*What is expected*
Entries follow. Return each line that contains the word "include".

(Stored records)
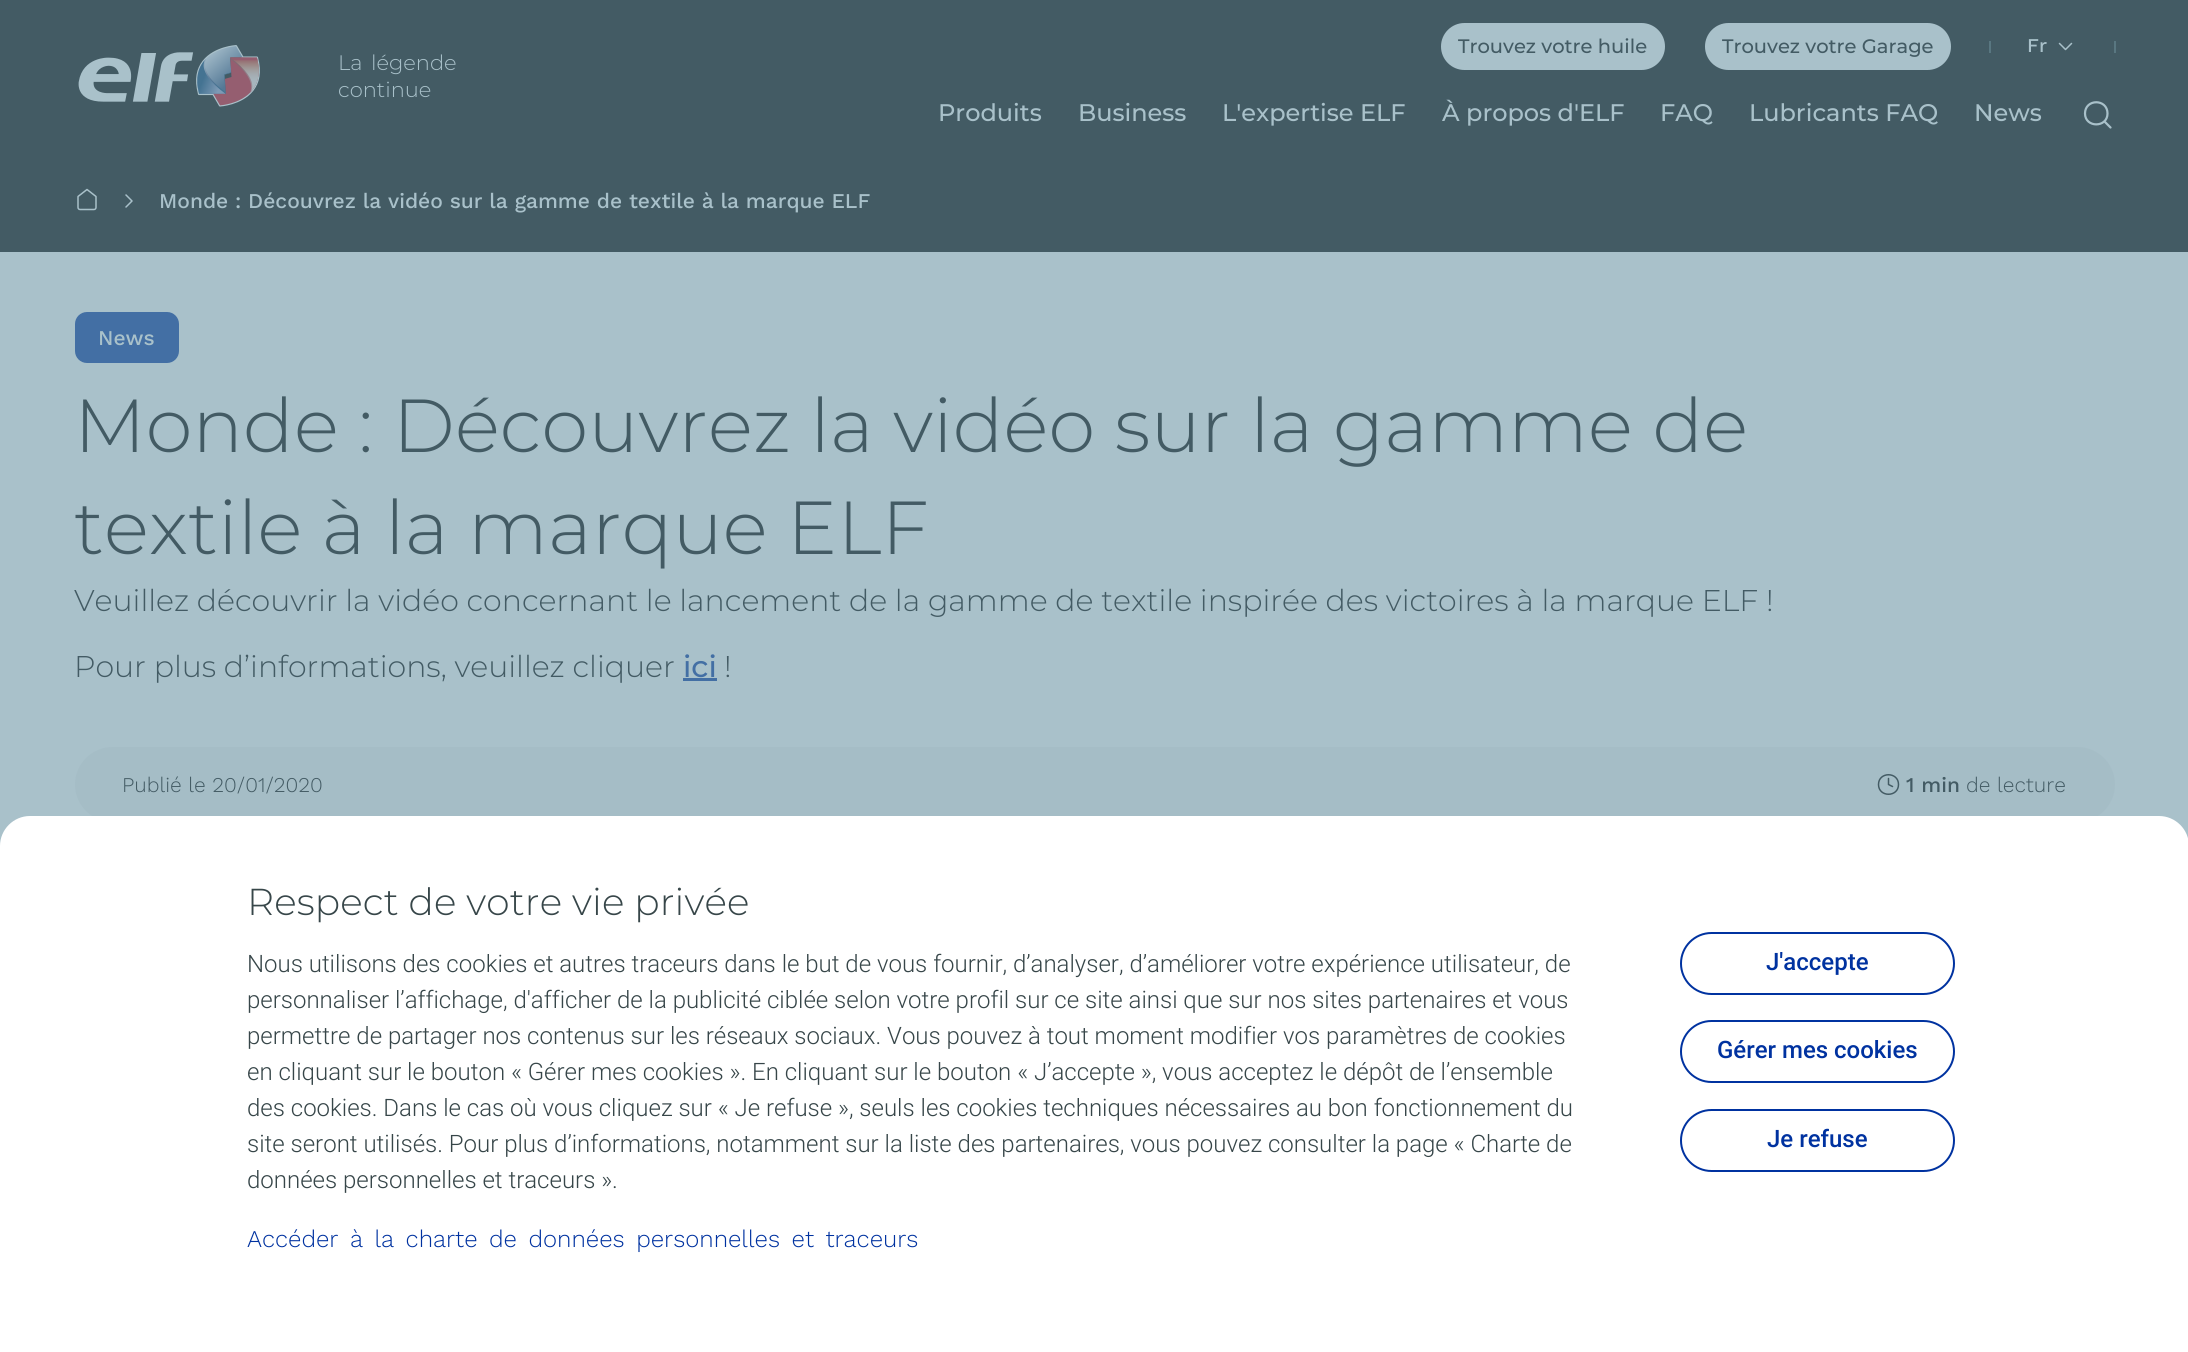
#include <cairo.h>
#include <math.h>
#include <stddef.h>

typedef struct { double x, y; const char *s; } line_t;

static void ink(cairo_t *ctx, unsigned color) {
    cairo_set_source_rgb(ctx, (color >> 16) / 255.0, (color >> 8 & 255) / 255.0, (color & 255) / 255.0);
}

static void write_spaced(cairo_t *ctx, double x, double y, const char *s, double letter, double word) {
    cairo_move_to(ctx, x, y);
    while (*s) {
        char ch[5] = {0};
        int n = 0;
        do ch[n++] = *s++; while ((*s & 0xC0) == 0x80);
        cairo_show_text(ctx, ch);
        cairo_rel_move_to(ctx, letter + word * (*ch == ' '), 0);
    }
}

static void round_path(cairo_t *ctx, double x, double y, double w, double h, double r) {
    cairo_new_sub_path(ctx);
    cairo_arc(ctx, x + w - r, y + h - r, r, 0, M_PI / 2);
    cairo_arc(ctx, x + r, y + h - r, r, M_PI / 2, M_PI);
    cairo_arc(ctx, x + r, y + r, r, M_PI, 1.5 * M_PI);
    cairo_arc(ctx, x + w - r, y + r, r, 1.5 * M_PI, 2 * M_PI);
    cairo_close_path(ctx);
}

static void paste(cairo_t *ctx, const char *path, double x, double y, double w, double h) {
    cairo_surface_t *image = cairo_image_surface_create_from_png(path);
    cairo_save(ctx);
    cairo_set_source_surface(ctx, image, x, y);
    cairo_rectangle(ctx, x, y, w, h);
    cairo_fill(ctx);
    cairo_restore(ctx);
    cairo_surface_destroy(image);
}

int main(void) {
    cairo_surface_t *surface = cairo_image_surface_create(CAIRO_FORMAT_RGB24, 2188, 1352);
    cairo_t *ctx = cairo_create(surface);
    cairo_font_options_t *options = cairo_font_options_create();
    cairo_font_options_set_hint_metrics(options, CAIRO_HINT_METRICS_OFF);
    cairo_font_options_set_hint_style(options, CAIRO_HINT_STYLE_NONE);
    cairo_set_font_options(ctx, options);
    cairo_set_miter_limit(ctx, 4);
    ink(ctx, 0xA9C1CA);
    cairo_paint(ctx);
    ink(ctx, 0x435B64);
    cairo_rectangle(ctx, 0, 0, 2188, 154);
    cairo_fill(ctx);
    paste(ctx, "media/1.png", 78, 45, 182, 62);
    cairo_select_font_face(ctx, "Montserrat Light", CAIRO_FONT_SLANT_NORMAL, CAIRO_FONT_WEIGHT_NORMAL);
    cairo_set_font_size(ctx, 21);
    ink(ctx, 0xA9C1CA);
    write_spaced(ctx, 338, 70, "La légende", 0, 3);
    cairo_move_to(ctx, 338, 97);
    cairo_show_text(ctx, "continue");
    round_path(ctx, 1440, 22, 226, 49, 24.5);
    cairo_fill_preserve(ctx);
    ink(ctx, 0x435B64);
    cairo_stroke(ctx);
    cairo_select_font_face(ctx, "Montserrat Medium", CAIRO_FONT_SLANT_NORMAL, CAIRO_FONT_WEIGHT_NORMAL);
    cairo_set_font_size(ctx, 19.5);
    cairo_move_to(ctx, 1458, 53);
    cairo_show_text(ctx, "Trouvez votre huile");
    ink(ctx, 0xA9C1CA);
    round_path(ctx, 1704, 22, 248, 49, 24.5);
    cairo_fill_preserve(ctx);
    ink(ctx, 0x435B64);
    cairo_stroke(ctx);
    cairo_move_to(ctx, 1722, 53);
    cairo_show_text(ctx, "Trouvez votre Garage");
    ink(ctx, 0x597781);
    cairo_rectangle(ctx, 1989, 41, 2, 12);
    cairo_fill(ctx);
    cairo_select_font_face(ctx, "Work Sans Medium", CAIRO_FONT_SLANT_NORMAL, CAIRO_FONT_WEIGHT_NORMAL);
    ink(ctx, 0xA9C1CA);
    cairo_move_to(ctx, 2027, 52);
    cairo_show_text(ctx, "Fr");
    cairo_new_path(ctx);
    cairo_move_to(ctx, 2059.5, 43.5);
    cairo_line_to(ctx, 2065.5, 49.5);
    cairo_line_to(ctx, 2071.5, 43.5);
    cairo_set_line_width(ctx, 1.5);
    cairo_set_line_cap(ctx, CAIRO_LINE_CAP_ROUND);
    cairo_set_line_join(ctx, CAIRO_LINE_JOIN_ROUND);
    cairo_stroke(ctx);
    ink(ctx, 0x597781);
    cairo_rectangle(ctx, 2114, 41, 2, 12);
    cairo_fill(ctx);
    cairo_select_font_face(ctx, "Montserrat Medium", CAIRO_FONT_SLANT_NORMAL, CAIRO_FONT_WEIGHT_NORMAL);
    cairo_set_font_size(ctx, 24);
    ink(ctx, 0xA9C1CA);
    {
        static const line_t items[] = {
            {938, 121, "Produits"},
            {1078, 121, "Business"},
            {1222, 121, "L'expertise ELF"},
            {1442, 121, "À propos d'ELF"},
            {1660, 121, "FAQ"},
            {1749, 121, "Lubricants FAQ"},
            {1974, 121, "News"},
        };
        for (size_t i = 0; i < sizeof items / sizeof *items; i++) {
            cairo_move_to(ctx, items[i].x, items[i].y);
            cairo_show_text(ctx, items[i].s);
        }
    }
    cairo_new_path(ctx);
    cairo_move_to(ctx, 2110.5, 127.5);
    cairo_line_to(ctx, 2104.5, 121.5);
    cairo_move_to(ctx, 2107.5, 113.5);
    cairo_curve_to(ctx, 2107.5, 128, 2085, 128, 2085, 113.5);
    cairo_curve_to(ctx, 2085, 98.5, 2107.5, 98.5, 2107.5, 113.5);
    cairo_close_path(ctx);
    cairo_set_line_width(ctx, 2.2);
    cairo_stroke(ctx);
    ink(ctx, 0x435B64);
    cairo_rectangle(ctx, 0, 154, 2188, 98);
    cairo_fill(ctx);
    paste(ctx, "media/2.png", 77, 188, 20, 23);
    cairo_new_path(ctx);
    cairo_move_to(ctx, 126, 207);
    cairo_line_to(ctx, 132, 201);
    cairo_line_to(ctx, 126, 195);
    ink(ctx, 0xA9C1CA);
    cairo_set_line_width(ctx, 1.5);
    cairo_stroke(ctx);
    cairo_select_font_face(ctx, "Work Sans Medium", CAIRO_FONT_SLANT_NORMAL, CAIRO_FONT_WEIGHT_NORMAL);
    cairo_set_font_size(ctx, 21);
    cairo_move_to(ctx, 159, 208);
    cairo_show_text(ctx, "Monde : Découvrez la vidéo sur la gamme de textile à la marque ELF");
    ink(ctx, 0x436FA4);
    round_path(ctx, 75, 312, 104, 51, 12);
    cairo_fill(ctx);
    ink(ctx, 0xA9C1CA);
    cairo_move_to(ctx, 98, 345);
    cairo_show_text(ctx, "News");
    cairo_select_font_face(ctx, "Montserrat Light", CAIRO_FONT_SLANT_NORMAL, CAIRO_FONT_WEIGHT_NORMAL);
    cairo_set_font_size(ctx, 75);
    ink(ctx, 0x435B64);
    write_spaced(ctx, 74, 452, "Monde : Découvrez la vidéo sur la gamme de", 0.15, 0);
    write_spaced(ctx, 74, 554, "textile à la marque ELF", 0.15, 0);
    cairo_set_font_size(ctx, 30);
    cairo_move_to(ctx, 74, 611);
    cairo_show_text(ctx, "Veuillez découvrir la vidéo concernant le lancement de la gamme de textile inspirée des victoires à la marque ELF !");
    cairo_move_to(ctx, 74, 677);
    cairo_show_text(ctx, "Pour plus d’informations, veuillez cliquer");
    cairo_select_font_face(ctx, "Montserrat Medium", CAIRO_FONT_SLANT_NORMAL, CAIRO_FONT_WEIGHT_NORMAL);
    ink(ctx, 0x436FA4);
    cairo_move_to(ctx, 683, 677);
    cairo_show_text(ctx, "ici");
    cairo_rectangle(ctx, 683, 678, 34, 3);
    cairo_fill(ctx);
    cairo_select_font_face(ctx, "Montserrat Light", CAIRO_FONT_SLANT_NORMAL, CAIRO_FONT_WEIGHT_NORMAL);
    ink(ctx, 0x435B64);
    cairo_move_to(ctx, 724, 677);
    cairo_show_text(ctx, "!");
    ink(ctx, 0xA5BDC6);
    round_path(ctx, 75, 747, 2040, 75, 37.5);
    cairo_fill(ctx);
    cairo_select_font_face(ctx, "Work Sans Light", CAIRO_FONT_SLANT_NORMAL, CAIRO_FONT_WEIGHT_NORMAL);
    cairo_set_font_size(ctx, 21);
    ink(ctx, 0x435B64);
    cairo_move_to(ctx, 122, 792);
    cairo_show_text(ctx, "Publié le 20/01/2020");
    cairo_new_path(ctx);
    cairo_move_to(ctx, 1888.5, 778.5);
    cairo_line_to(ctx, 1888.5, 784.5);
    cairo_line_to(ctx, 1892.5, 786.5);
    cairo_move_to(ctx, 1898.5, 784.5);
    cairo_curve_to(ctx, 1898.5, 797.5, 1878.5, 797.5, 1878.5, 784.5);
    cairo_curve_to(ctx, 1878.5, 771.5, 1898.5, 771.5, 1898.5, 784.5);
    cairo_close_path(ctx);
    cairo_stroke(ctx);
    cairo_select_font_face(ctx, "Work Sans Medium", CAIRO_FONT_SLANT_NORMAL, CAIRO_FONT_WEIGHT_NORMAL);
    cairo_move_to(ctx, 1906, 792);
    cairo_show_text(ctx, "1 min");
    cairo_select_font_face(ctx, "Work Sans Light", CAIRO_FONT_SLANT_NORMAL, CAIRO_FONT_WEIGHT_NORMAL);
    cairo_move_to(ctx, 1966, 792);
    cairo_show_text(ctx, "de lecture");
    ink(ctx, 0xFFFFFF);
    cairo_new_path(ctx);
    cairo_move_to(ctx, 30, 816);
    cairo_line_to(ctx, 2159, 816);
    cairo_curve_to(ctx, 2175.5, 816, 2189, 829.5, 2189, 846);
    cairo_line_to(ctx, 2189, 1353);
    cairo_line_to(ctx, 0, 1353);
    cairo_line_to(ctx, 0, 846);
    cairo_curve_to(ctx, 0, 829.5, 13.5, 816, 30, 816);
    cairo_close_path(ctx);
    cairo_fill(ctx);
    cairo_select_font_face(ctx, "Montserrat Light", CAIRO_FONT_SLANT_NORMAL, CAIRO_FONT_WEIGHT_NORMAL);
    cairo_set_font_size(ctx, 37.5);
    ink(ctx, 0x374649);
    write_spaced(ctx, 247, 915, "Respect de votre vie privée", 0.15, 0);
    cairo_select_font_face(ctx, "Roboto Light", CAIRO_FONT_SLANT_NORMAL, CAIRO_FONT_WEIGHT_NORMAL);
    cairo_set_font_size(ctx, 24);
    {
        static const line_t items[] = {
            {247, 972, "Nous utilisons des cookies et autres traceurs dans le but de vous fournir, d’analyser, d’améliorer votre expérience utilisateur, de"},
            {247, 1008, "personnaliser l’affichage, d'afficher de la publicité ciblée selon votre profil sur ce site ainsi que sur nos sites partenaires et vous"},
            {247, 1044, "permettre de partager nos contenus sur les réseaux sociaux. Vous pouvez à tout moment modifier vos paramètres de cookies"},
            {247, 1080, "en cliquant sur le bouton « Gérer mes cookies ». En cliquant sur le bouton « J’accepte », vous acceptez le dépôt de l’ensemble"},
            {247, 1116, "des cookies. Dans le cas où vous cliquez sur « Je refuse », seuls les cookies techniques nécessaires au bon fonctionnement du"},
            {247, 1152, "site seront utilisés. Pour plus d’informations, notamment sur la liste des partenaires, vous pouvez consulter la page « Charte de"},
            {247, 1188, "données personnelles et traceurs »."},
        };
        for (size_t i = 0; i < sizeof items / sizeof *items; i++) {
            cairo_move_to(ctx, items[i].x, items[i].y);
            cairo_show_text(ctx, items[i].s);
        }
    }
    round_path(ctx, 1681, 933, 273, 61, 30.5);
    ink(ctx, 0x0032A0);
    cairo_set_line_width(ctx, 2);
    cairo_set_line_cap(ctx, CAIRO_LINE_CAP_BUTT);
    cairo_set_line_join(ctx, CAIRO_LINE_JOIN_MITER);
    cairo_stroke(ctx);
    cairo_select_font_face(ctx, "Roboto Medium", CAIRO_FONT_SLANT_NORMAL, CAIRO_FONT_WEIGHT_NORMAL);
    cairo_move_to(ctx, 1766, 970);
    cairo_show_text(ctx, "J'accepte");
    round_path(ctx, 1681, 1021, 273, 61, 30.5);
    cairo_stroke(ctx);
    cairo_move_to(ctx, 1717, 1058);
    cairo_show_text(ctx, "Gérer mes cookies");
    round_path(ctx, 1681, 1110, 273, 61, 30.5);
    cairo_stroke(ctx);
    cairo_move_to(ctx, 1767, 1147);
    cairo_show_text(ctx, "Je refuse");
    cairo_select_font_face(ctx, "Work Sans Light", CAIRO_FONT_SLANT_NORMAL, CAIRO_FONT_WEIGHT_NORMAL);
    write_spaced(ctx, 247, 1247, "Accéder à la charte de données personnelles et traceurs", 0, 4);
    cairo_surface_write_to_png(surface, "image.png");
    cairo_font_options_destroy(options);
    cairo_destroy(ctx);
    cairo_surface_destroy(surface);
    return 0;
}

*Result of this exercise*
#include <cairo.h>
#include <math.h>
#include <stddef.h>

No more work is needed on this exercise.